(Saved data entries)
·····

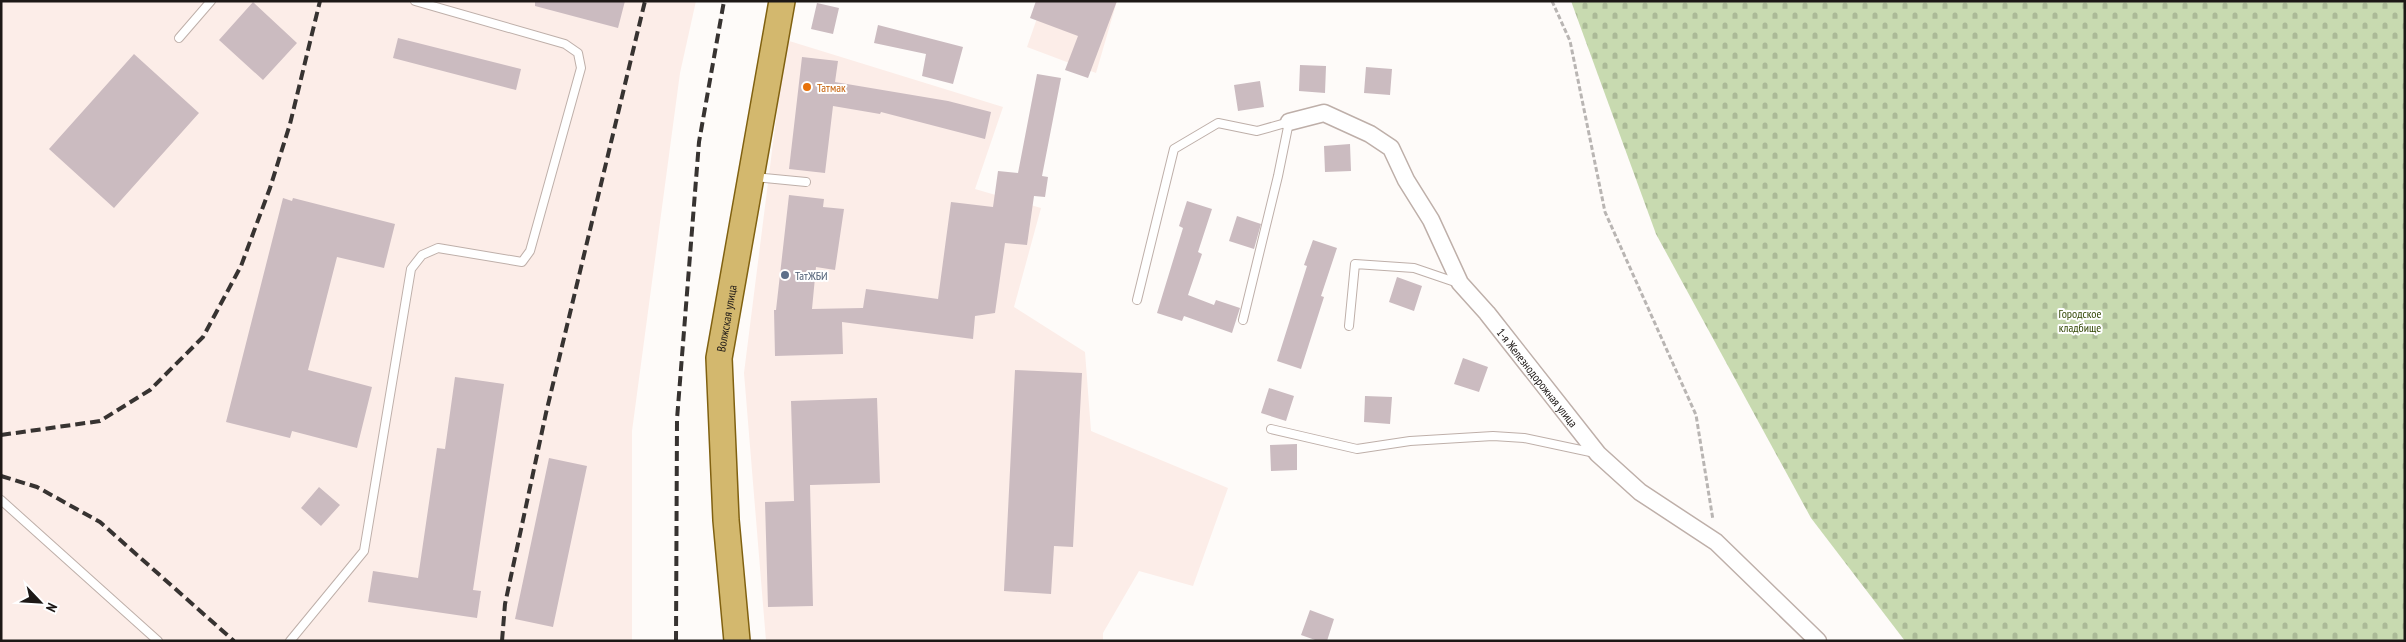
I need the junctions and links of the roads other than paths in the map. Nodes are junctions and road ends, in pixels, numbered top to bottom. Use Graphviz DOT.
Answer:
graph roads {
  1 [pos="211,1"];
  2 [pos="415,1"];
  3 [pos="782,1"];
  4 [pos="179,38"];
  5 [pos="1289,122"];
  6 [pos="751,177"];
  7 [pos="806,182"];
  8 [pos="1460,283"];
  9 [pos="1137,300"];
  10 [pos="1243,320"];
  11 [pos="1349,326"];
  12 [pos="1271,429"];
  13 [pos="1598,454"];
  14 [pos="1,500"];
  15 [pos="158,641"];
  16 [pos="290,641"];
  17 [pos="737,641"];
  18 [pos="1818,641"];
  1 -- 4 [label="lane"];
  2 -- 16 [label="lane"];
  3 -- 6 [label="main road, Волжская улица"];
  5 -- 8 [label="street, 1-я Железнодорожная улица"];
  5 -- 9 [label="lane"];
  5 -- 10 [label="lane"];
  6 -- 7 [label="lane"];
  6 -- 17 [label="main road, Волжская улица"];
  8 -- 11 [label="lane"];
  8 -- 13 [label="street, 1-я Железнодорожная улица"];
  12 -- 13 [label="lane"];
  13 -- 18 [label="street, 1-я Железнодорожная улица"];
  14 -- 15 [label="lane"];
}
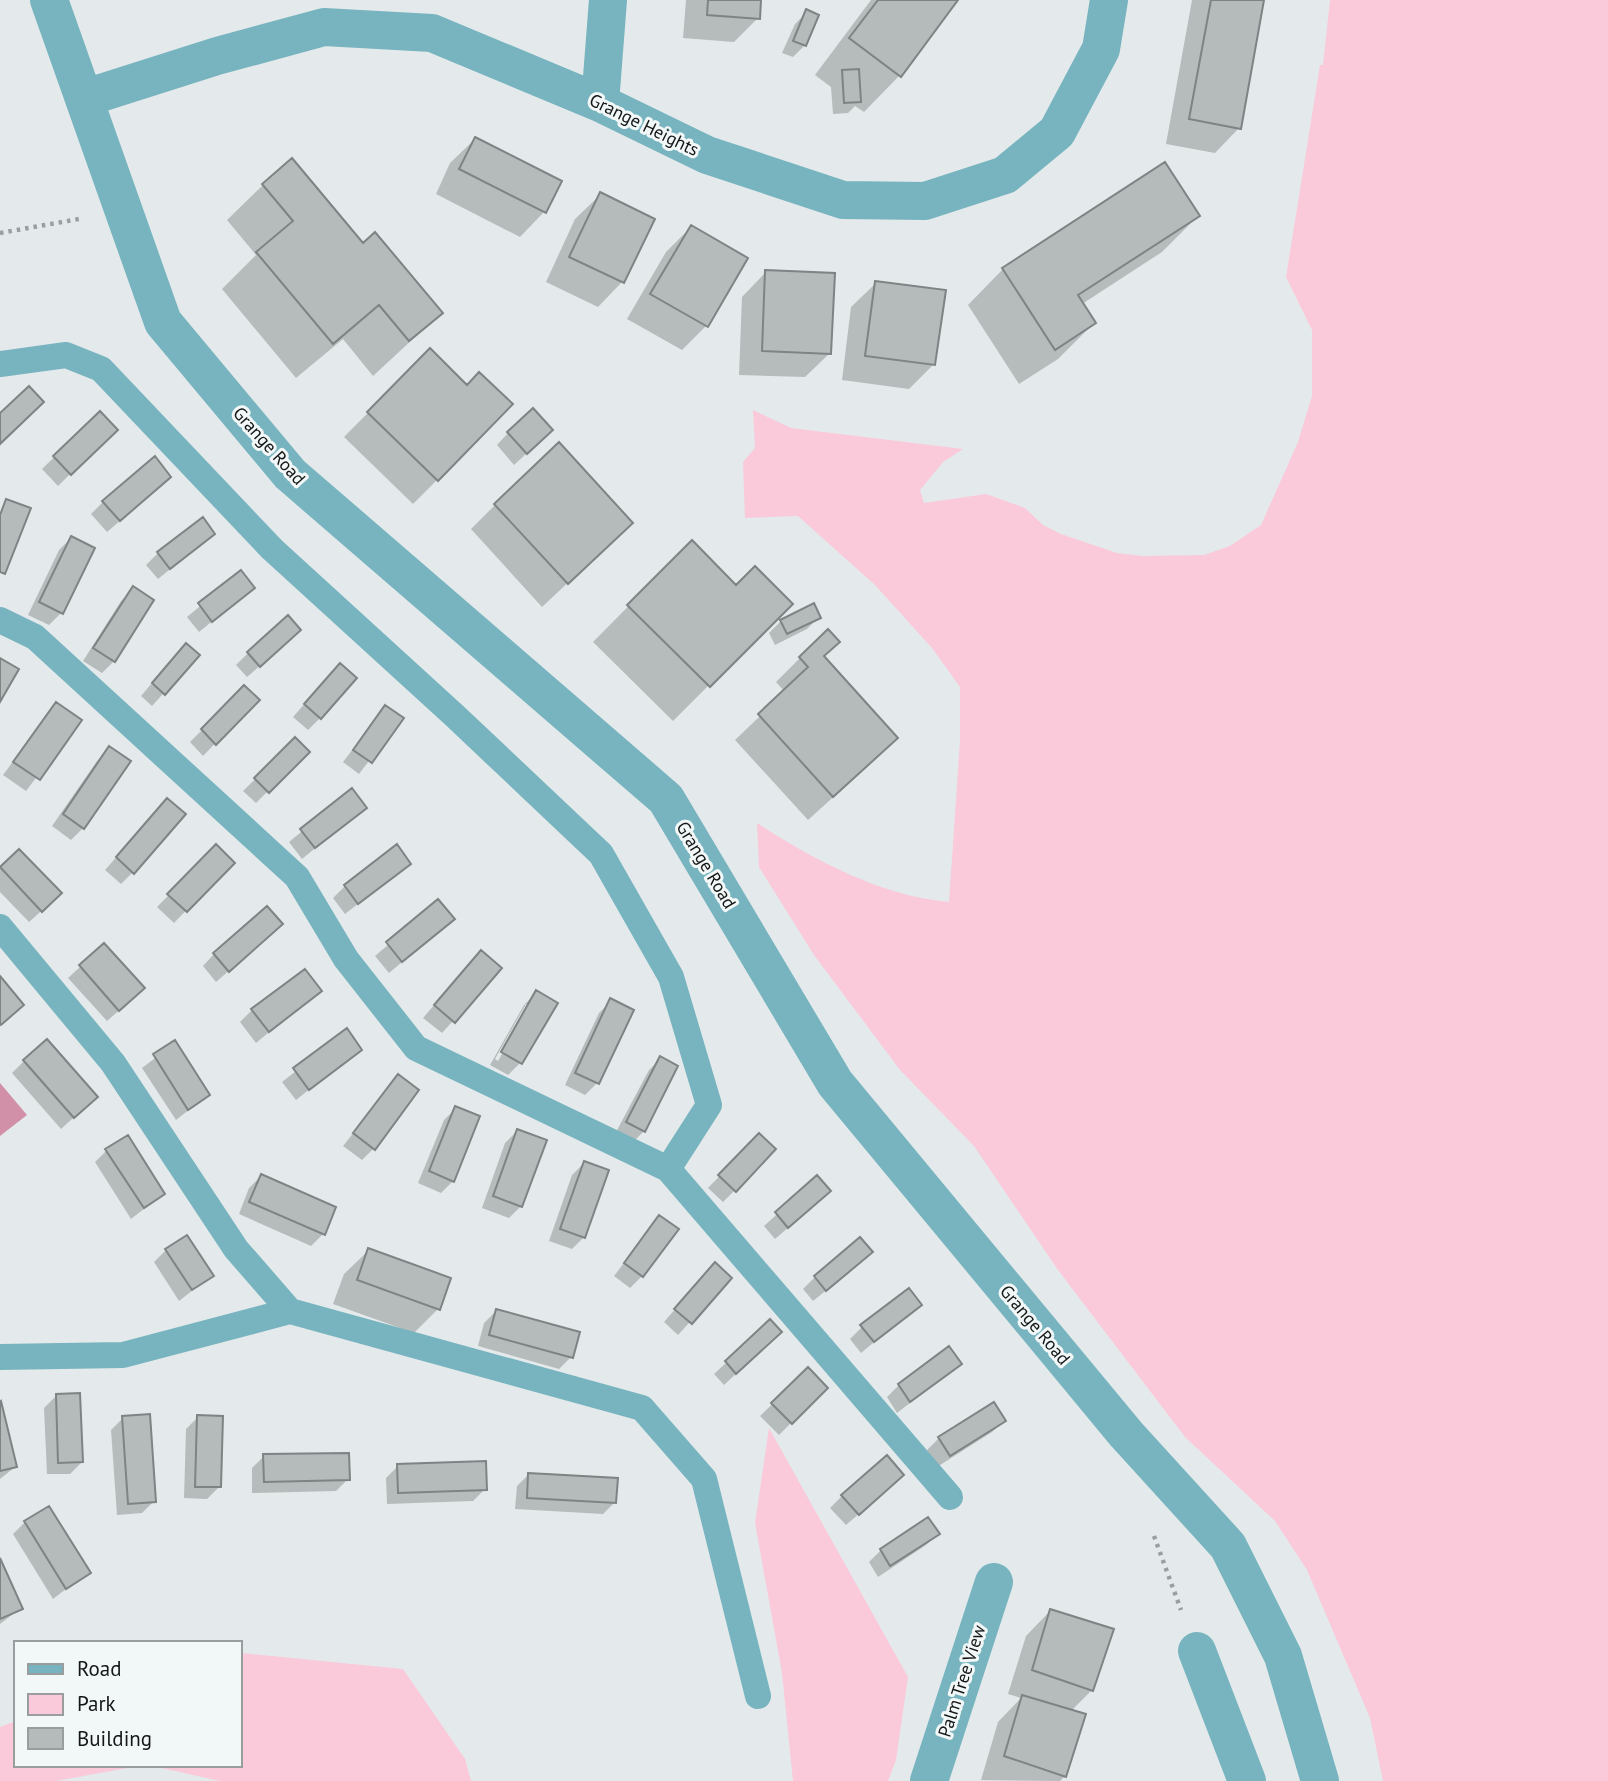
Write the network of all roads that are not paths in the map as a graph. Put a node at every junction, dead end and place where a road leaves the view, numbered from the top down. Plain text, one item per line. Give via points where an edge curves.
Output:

·····

• [Task item]:
Track down every line in the entries that includes the string "paths", and copy it.

• [Expected answer]:
I need the junctions and links of the roads other than paths in the map. Nodes are junctions and road ends, in pixels, numbered top to bottom. Use Graphviz DOT.
Write the network of all roads that are not paths in the map as a graph. Put a node at every junction, dead end and place where a road leaves the view, numbered from the top down. Plain text, one item per line. Give via points where an edge curves.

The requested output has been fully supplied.